С трудом он попытался изменить позицию. Прутья решетки больно давили на раненое плечо, да и весь бок ужасно саднил. Он почувствовал облегчение на несколько минут, но вскоре мускулы заныли снова, а прутья нашли себе новые места, где были кровоподтеки и ушибы. Уже несколько дней он почти не спал и надеялся, что хотя бы усталость свалит его, но вскоре все мысли поглотила боль, не оставив никакого места для сна или даже страха перед пожаром от упавшей свечи. Людовик скорчился, потом изменил позу и снова скорчился, затем перевернулся, но ни одна поза не давала никакого облегчения. Он пытался лежать неподвижно, особенно тогда, когда чувствовал на себе взгляд стражника через оконце в двери. Он считал до ста, оставаясь в одной и той же позе, затем менял ее и снова считал, наблюдая за свечой и пытаясь по ней определить, сколько еще осталось до утра.
Наконец, боль в ранах и во всем теле стала невыносимой. Время перестало для него существовать. Единственной реальностью в этом мире была сейчас его боль и эта железная клетка. Невозможная, нестерпимая боль окрасила всю камеру в красное, а неистовое желтое пламя, что мерцало и подрагивало посередине этой камеры, вытянулось, превратившись в лицо Анны. Где-то в его сознании, смутно забрезжило, что он сходит с ума, Людовик колотил кулаками по решетке, разбивая их в кровь, и кричал, повернув голову к этому пламени:
— Анна! Анна!
Он кричал снова и снова, и ненависть к ней захлестывала его. Неужели она так безразлична к его боли? Ведь ему так больно. Боже!
Она кивала ему и, танцуя, приговаривала:
— Берегись, Людовик! Никакие, даже самые заветные воспоминания не заставят меня быть к тебе милосердной. Ты — предатель!
Заветные воспоминания! Дети у пруда, обсуждающие, как они будут править Францией. А дрожь, что пронзила его, когда он обнаружил, что она не мальчик? А Монришар? А терраса в Амбуазе, когда она целовала его и… лгала? А ее голос: «Нет, своей клятвы я не забыла». И блеск в ее глазах, и как она сжимала его руку, когда они танцевали! А ее поцелуи в Туре! Заветные воспоминания! Заветные воспоминания.
— Никаких заветных воспоминаний, — шипело пламя. — Берегись, Людовик! Берегись! Берегись! Берегись!

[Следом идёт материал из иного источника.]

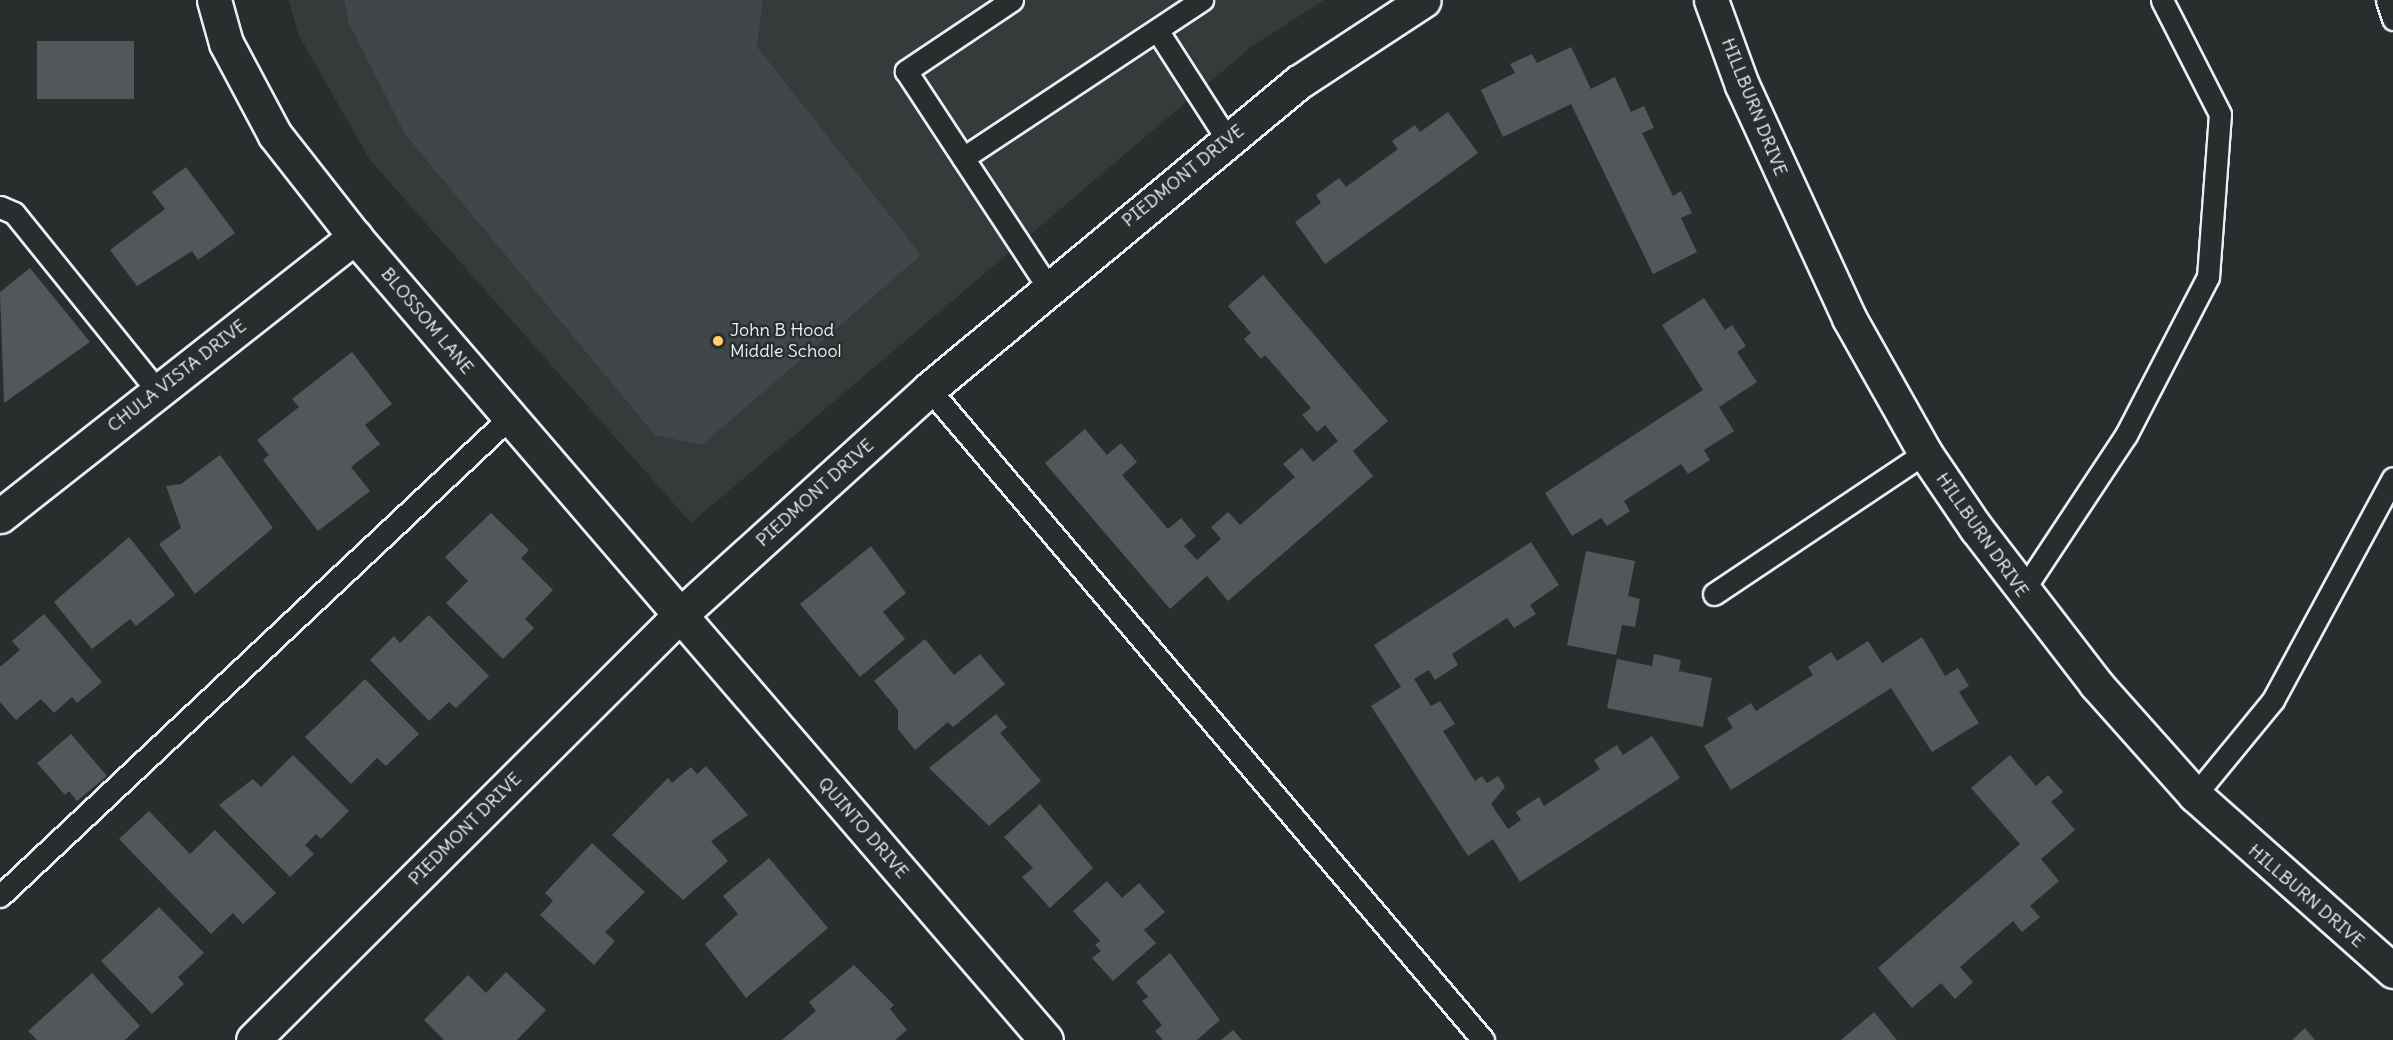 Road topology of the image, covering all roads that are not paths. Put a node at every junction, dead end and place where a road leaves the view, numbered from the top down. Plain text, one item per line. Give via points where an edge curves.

Его угасающее сознание сконцентрировалось на этом переливающемся огоньке, который был ее лицом. Если бы он мог до него дотянуться, он бы убил ее. Но убить ее нельзя. Дверь не пускает. Для того чтобы до нее дотянуться, надо открыть эту дверцу в клетке. Но она уже никогда не откроется. Никогда.
— Берегись, Людовик!
* * *
Когда утром к нему вошел Герен, Людовик был без сознания. Герен позвал стражника, и они вместе вытащили его из клетки. Он лежал на полу в неловкой позе, лицом вниз, и они решили не поднимать его на дощатый топчан, там было не лучше, чем на полу. Герен принес его завтрак — кусок свежего хлеба и кувшин воды — и оставил на столе. Задумчиво глядя на бесчувственное тело, стражник попытался поудобнее устроить его, на что Герен саркастически заметил:
— Ты попусту растрачиваешь свою добродетель. Ему уже никогда не выйти отсюда. До конца дней своих он останется здесь, а это уже не за горами.
Однако стражник флегматично продолжал укрывать тело несчастного плащом. Затем, поставив рядом с рукой Людовика кувшин с водой, чтобы тот мог его легко взять, он проворчал:
— Это человек. И он не хуже Лотарингца, Оранжа или Бретонца. Но они на свободе.
Герен рассмеялся.
— Давай, пошли отсюда. Ты нянчишься с ним, как мать с трехмесячным дитем. А наша мадам на троне что-то не горит желанием облегчить его участь.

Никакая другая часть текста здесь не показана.